The end of the month is fast approaching, and for web addicts, that means we’re nearing the end. July 1 is the day Google shuts down its beloved Reader service. Though RSS now compete with the likes of Facebook and Twitter to deliver you news, it remains an incredibly useful tool for keeping up to date with news from all the sources that matter to you. Worried it’ll be going away next month? Don’t fret, we’ve worked up this handy guide to show you how to back-up the masses of RSS feeds you’ve curated over the years, as well as to help you find the best Google Reader replacements for you.
How to back up your feeds
Google’s made it super easy for you to download all your feeds into one handy file, one you can import into a myriad of other RSS readers to keep your reading going. All it takes is a few clicks, and here’s how you do it.
Head over to the Google Reader page, hit the settings cogwheel and click on Reader Settings. You’ll find yourself with a few different tabs, but the one you want is ‘Import/Export’. Click on that, and under the ‘Export your information’ header is a hyperlink that will let you download your data through Takeout.
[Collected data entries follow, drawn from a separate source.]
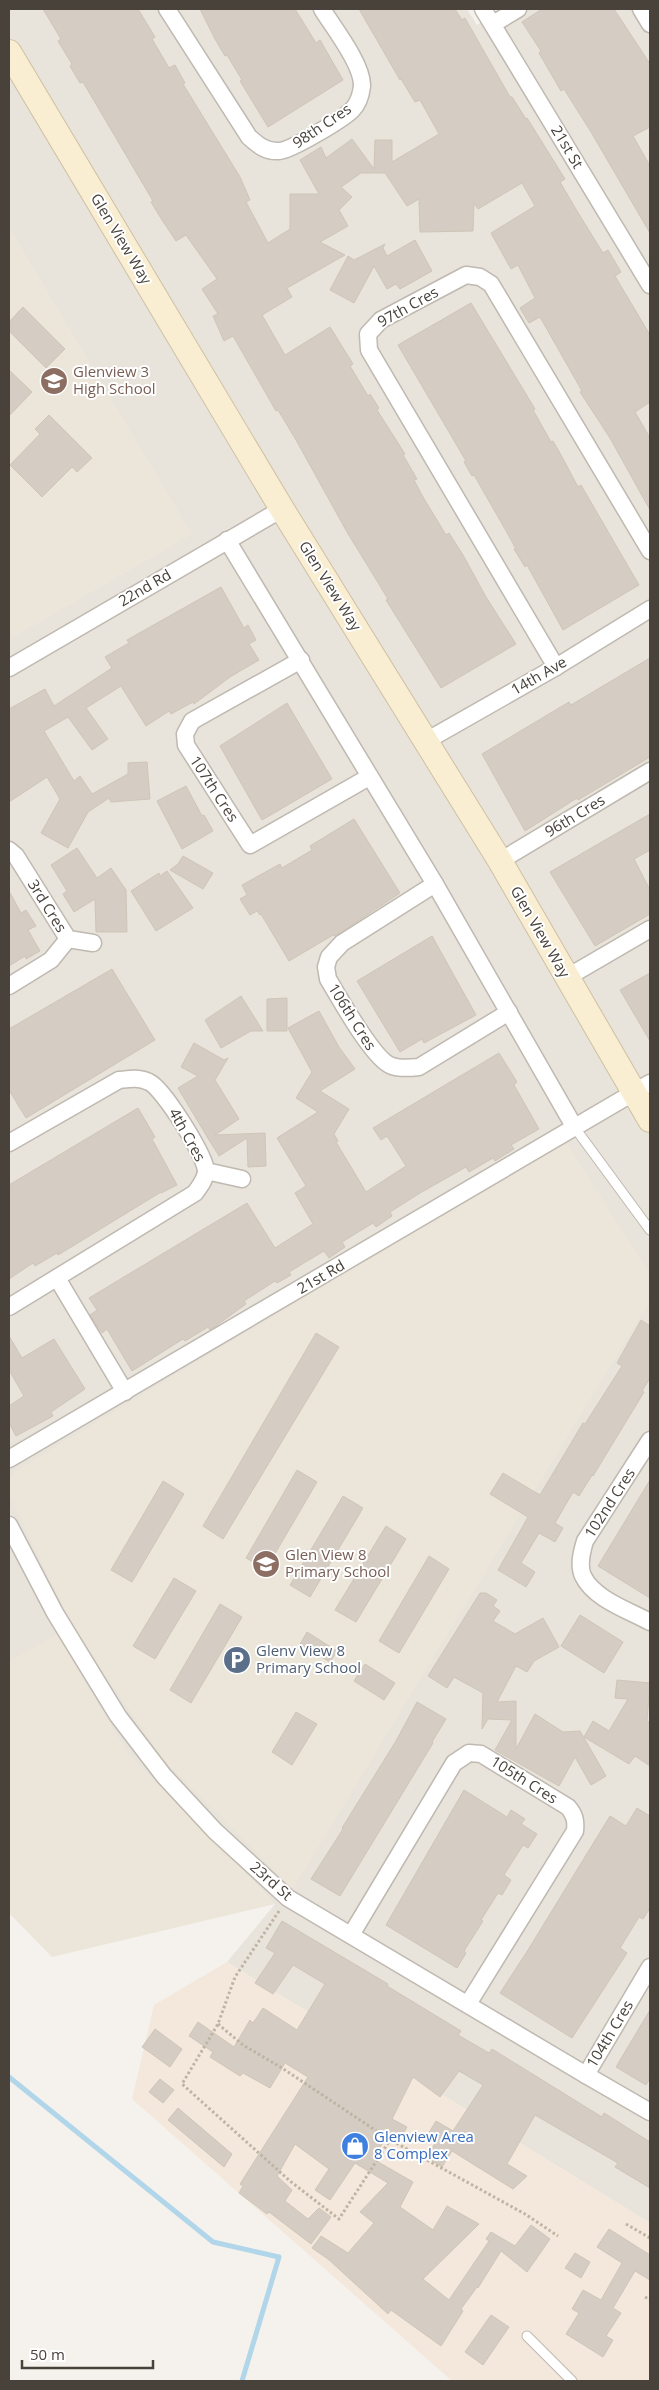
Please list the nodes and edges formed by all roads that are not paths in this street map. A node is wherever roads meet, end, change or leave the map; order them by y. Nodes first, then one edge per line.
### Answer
1 (167, 9) edge
2 (322, 9) edge
3 (483, 9) edge
4 (518, 9) edge
5 (641, 9) edge
6 (493, 24) junction
7 (650, 24) edge
8 (9, 52) edge
9 (650, 286) edge
10 (282, 509) junction
11 (227, 540) junction
12 (650, 551) edge
13 (650, 609) edge
14 (301, 660) junction
15 (556, 666) junction
16 (9, 668) edge
17 (426, 741) junction
18 (650, 771) edge
19 (369, 776) junction
20 (9, 850) edge
21 (500, 862) junction
22 (436, 884) junction
23 (650, 929) edge
24 (68, 939) junction
25 (93, 943) dead end
26 (566, 978) junction
27 (9, 986) edge
28 (509, 1012) junction
29 (641, 1088) edge
30 (650, 1120) edge
31 (575, 1128) junction
32 (9, 1143) edge
33 (206, 1170) junction
34 (242, 1179) dead end
35 (650, 1230) edge
36 (58, 1278) junction
37 (9, 1307) edge
38 (125, 1392) junction
39 (650, 1440) edge
40 (9, 1458) edge
41 (9, 1525) edge
42 (650, 1622) edge
43 (351, 1935) junction
44 (650, 1967) edge
45 (468, 2004) junction
46 (586, 2076) junction
47 (650, 2112) edge
48 (527, 2336) dead end
49 (572, 2381) edge

1 - 2 street, 98th Cres
3 - 6 street, 21st St
4 - 6 street
5 - 7 street
6 - 9 street, 21st St
8 - 10 street, Glen View Way
10 - 11 street, 22nd Rd
10 - 17 street, Glen View Way
11 - 14 street
11 - 16 street, 22nd Rd
12 - 15 street, 97th Cres
13 - 15 street, 14th Ave
14 - 19 street
14 - 19 street, 107th Cres
15 - 17 street, 14th Ave
17 - 21 street, Glen View Way
18 - 21 street, 96th Cres
19 - 22 street
20 - 24 street, 3rd Cres
21 - 26 street, Glen View Way
22 - 28 street
22 - 28 street, 106th Cres
23 - 26 street
24 - 25 street, 3rd Cres
24 - 27 street, 3rd Cres
26 - 29 street, Glen View Way
28 - 31 street
29 - 30 street, Glen View Way
29 - 31 street, 21st Rd
31 - 35 lane
31 - 38 street, 21st Rd
32 - 33 street, 4th Cres
33 - 34 street
33 - 36 street, 4th Cres
36 - 37 street, 4th Cres
36 - 38 street
38 - 40 street, 21st Rd
39 - 42 street, 102nd Cres
41 - 43 street, 23rd St
43 - 45 street, 23rd St
43 - 45 street, 105th Cres
44 - 46 street, 104th Cres
45 - 46 street, 23rd St
46 - 47 street, 23rd St
48 - 49 lane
Hitting that will whisk you away to Google’s Takeaway service, and all you have to do is hit the ‘Create Archive’ button which will then zip up your files into a handy archive which you can then download. Once you’ve unzipped the archive, you’ll find a file titled ‘subscriptions.xml’ which will have all your feeds tucked into it, which you can use to import into some other readers that don’t have Google account access. Easy as pie.
One of the main Google Reader replacement frontrunners, Feedly is a slick reader that looks simple, yet packs a powerful back-end that’s not so different from Google Reader, and there are even iOS and Android versions to take with you on the go. Head on over to the website and you can even import all your feeds from Google Reader without having to download them first, making the transition seamless, easy and simple.
NetVibes is a little different to Google Reader. With its ‘Dashboard Everything’ motto, the online app aims to pull in everything you could ever want from the internet into one handy place. It’s made up of a bunch of different modules, but the one you’ll be interested in is the RSS reader that’s slick-looking, responsive and powerful.
While not strictly a conventional RSS reader, Flipboard is still a great way to digest your favourite news sources, and you can even make your own curated magazine to share with friends. The only catch is that the magazine-esque app is only available on iOS and Android devices, but if you want to kick back on the couch to read your news, then Flipboard is a great tool for doing just that. It’s perfect if a visual layout, rather than a long list of blog posts in reverse chronological order, is what you’re after.
The Reeder suite of apps on iPhone, iPad and Mac are all powerful RSS digesting tools which until recently ran on a Google Reader back-end (don’t worry, they’ve moved to their own servers in time for shutdown), but they also support other services like Feedbin. If you’re after a dedicated application for your news reading, there’s not much better than Reeder: it’s also set to support Feedly soon too, meaning you’ll still be plugged right into your news when Google Reader goes down.
Social news website Digg may have had its ups and downs over the past few years, but its resurgence has been nothing but spectacular, and now the site is aiming to fill the void of Google Reader with its own solution that’s due in just 10 days’ time. Just like the site it’s named after, Digg Reader also features a whole host of sharing options, a simple, understated look and we’re promised there will be mobile apps launched to go hand in hand with it. We look forward to getting stuck into Digg Reader before Google pulls the plug on its beloved application.